Problem to work on: Find and copy each line of the listing below that has the word "from" in it.

The data:
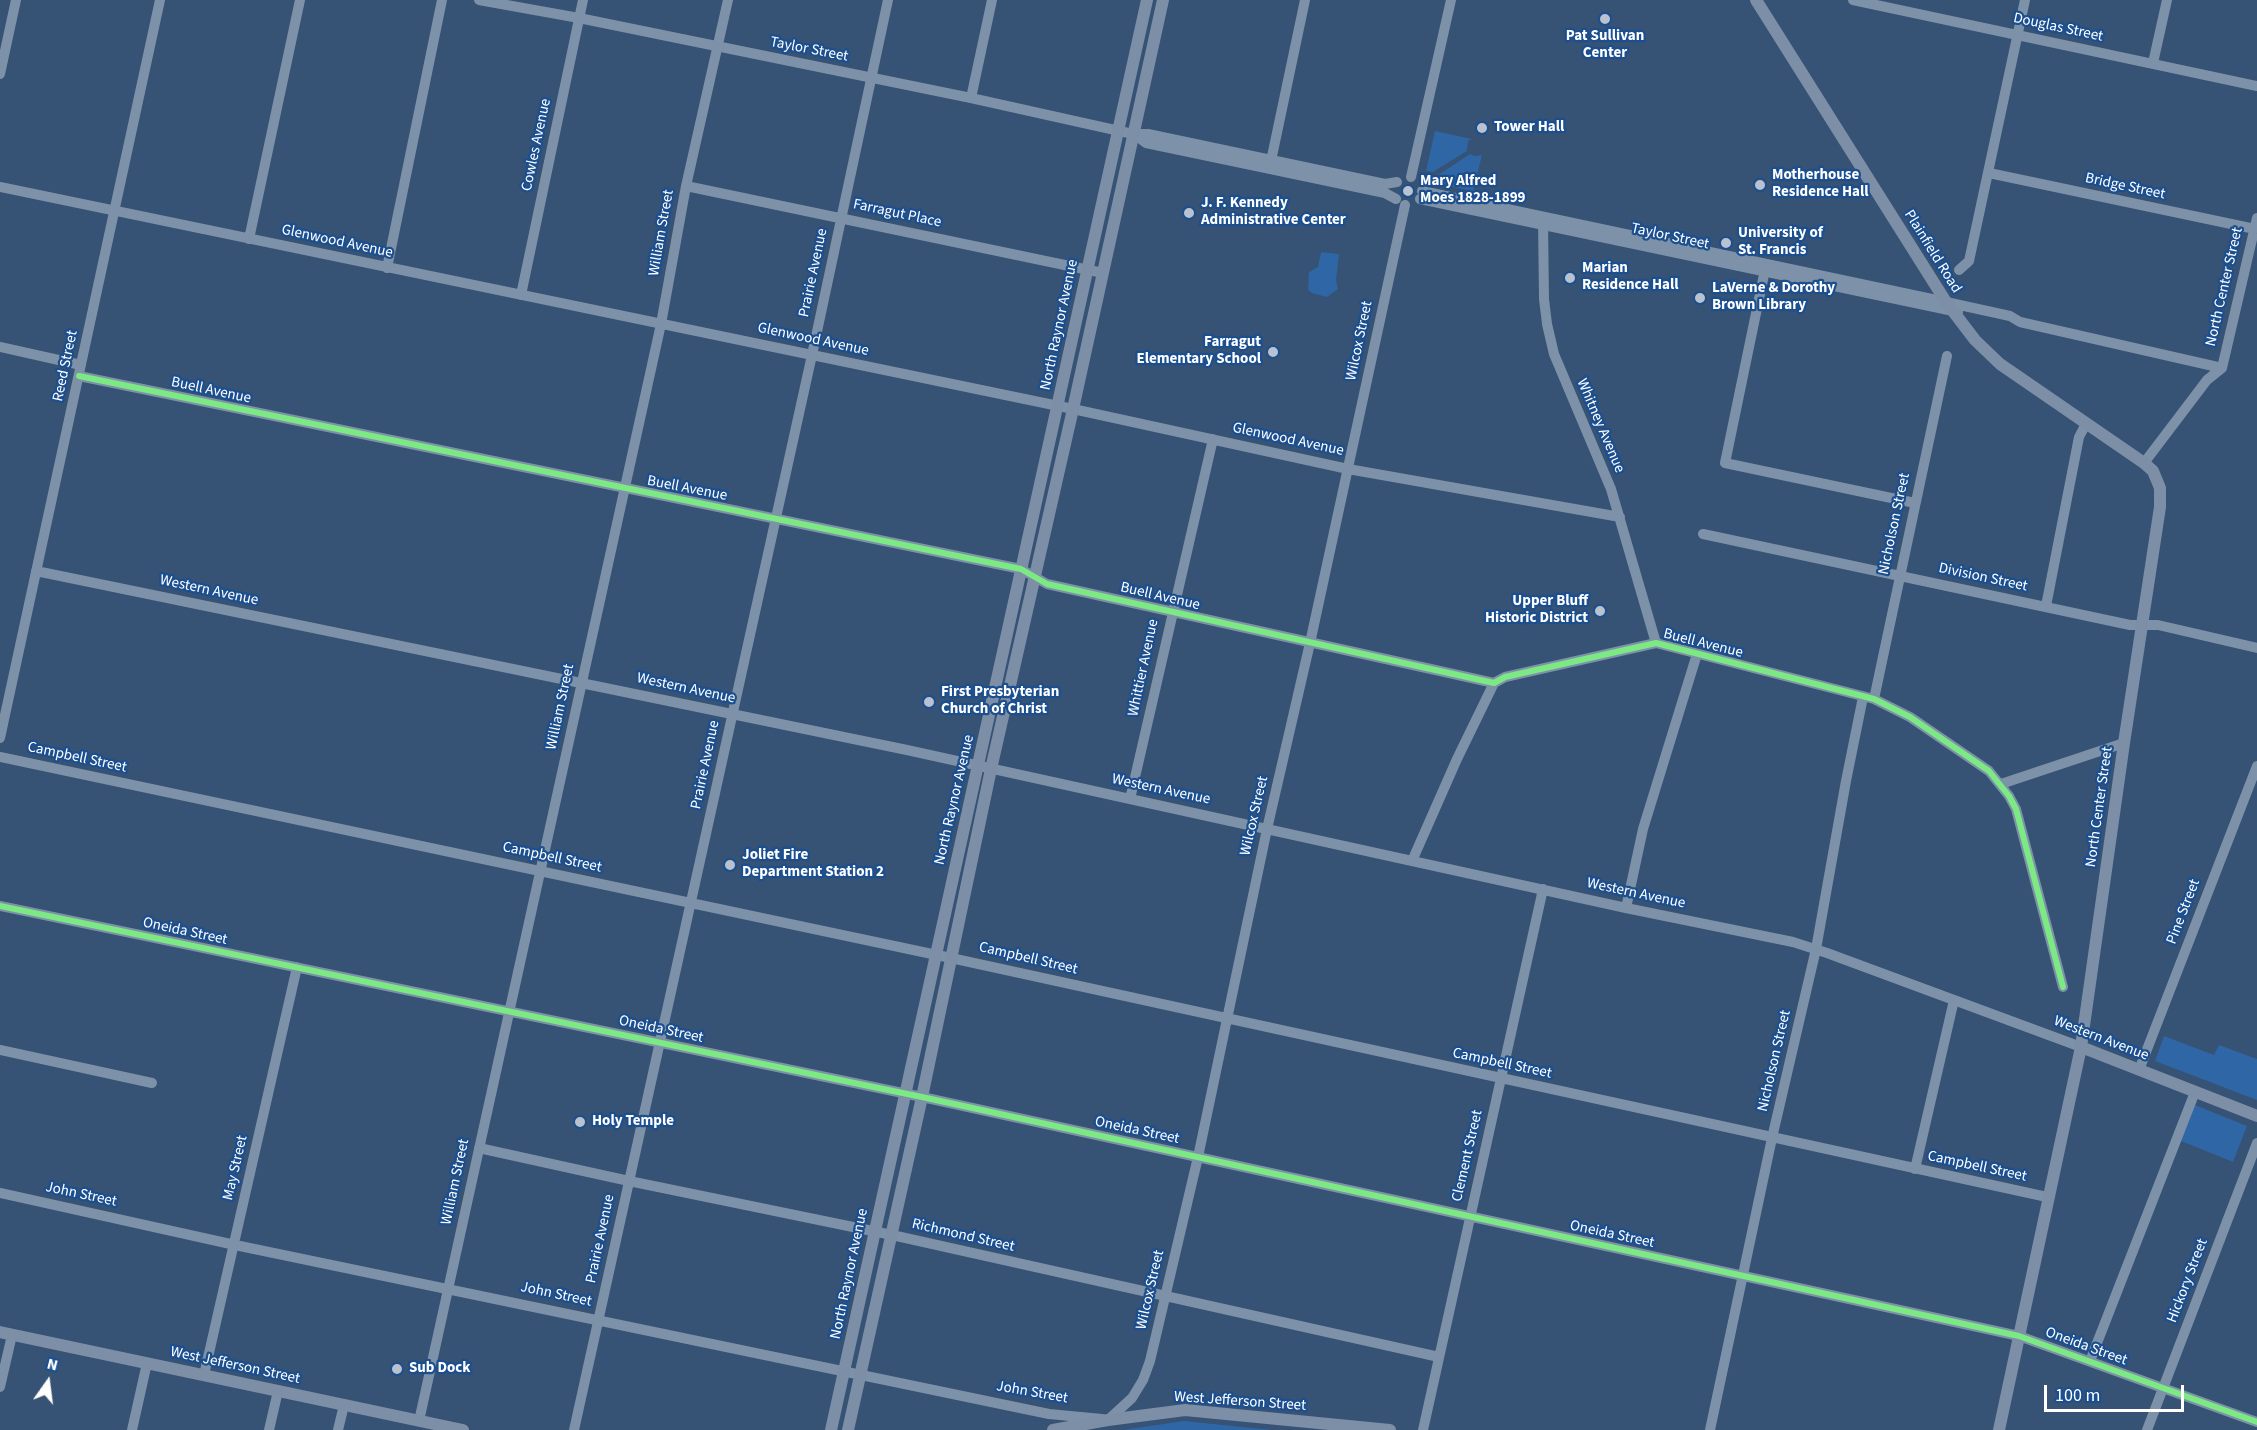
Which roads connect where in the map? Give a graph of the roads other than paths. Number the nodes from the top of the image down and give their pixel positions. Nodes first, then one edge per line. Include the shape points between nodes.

--

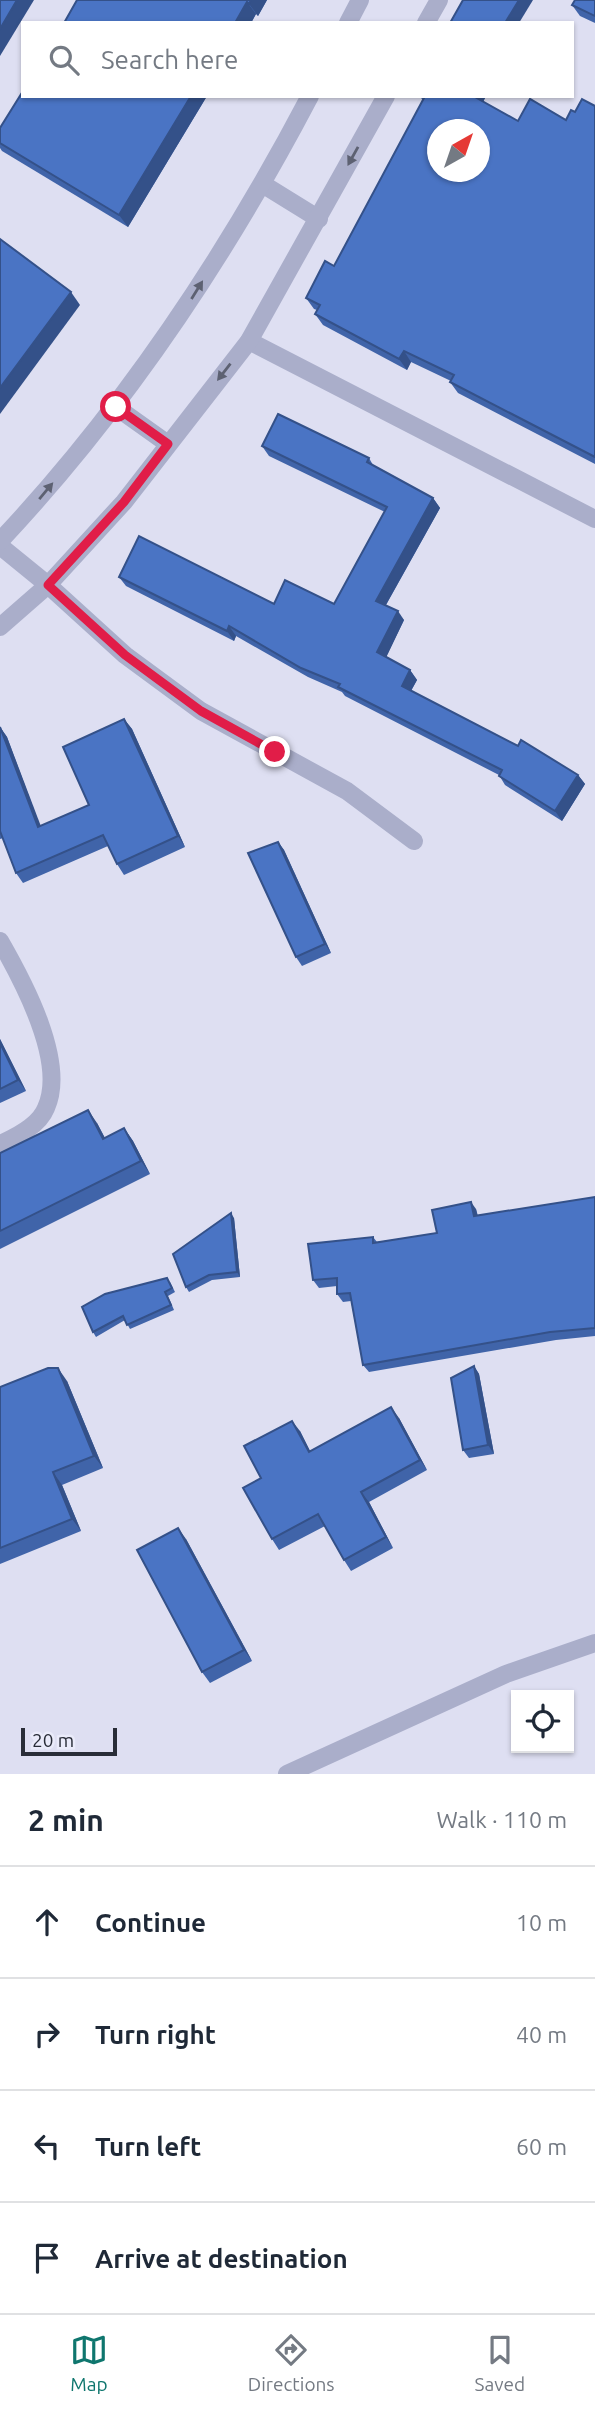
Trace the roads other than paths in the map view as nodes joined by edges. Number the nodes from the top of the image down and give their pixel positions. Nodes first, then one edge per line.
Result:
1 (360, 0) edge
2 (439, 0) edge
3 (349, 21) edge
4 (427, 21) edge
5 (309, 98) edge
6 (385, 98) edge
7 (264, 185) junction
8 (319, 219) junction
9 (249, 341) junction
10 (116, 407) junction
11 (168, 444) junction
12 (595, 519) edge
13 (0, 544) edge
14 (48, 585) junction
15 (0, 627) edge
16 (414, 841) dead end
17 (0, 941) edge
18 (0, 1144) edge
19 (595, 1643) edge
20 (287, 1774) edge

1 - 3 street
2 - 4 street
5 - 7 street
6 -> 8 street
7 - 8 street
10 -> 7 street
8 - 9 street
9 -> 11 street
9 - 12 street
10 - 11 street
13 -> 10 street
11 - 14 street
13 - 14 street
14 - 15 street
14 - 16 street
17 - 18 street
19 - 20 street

Task answer:
Which roads connect where in the map? Give a graph of the roads other than paths. Number the nodes from the top of the image down and give their pixel positions. Nodes first, then one edge per line. Include the shape points between nodes.
Trace the roads other than paths in the map view as nodes joined by edges. Number the nodes from the top of the image down and give their pixel positions. Nodes first, then one edge per line.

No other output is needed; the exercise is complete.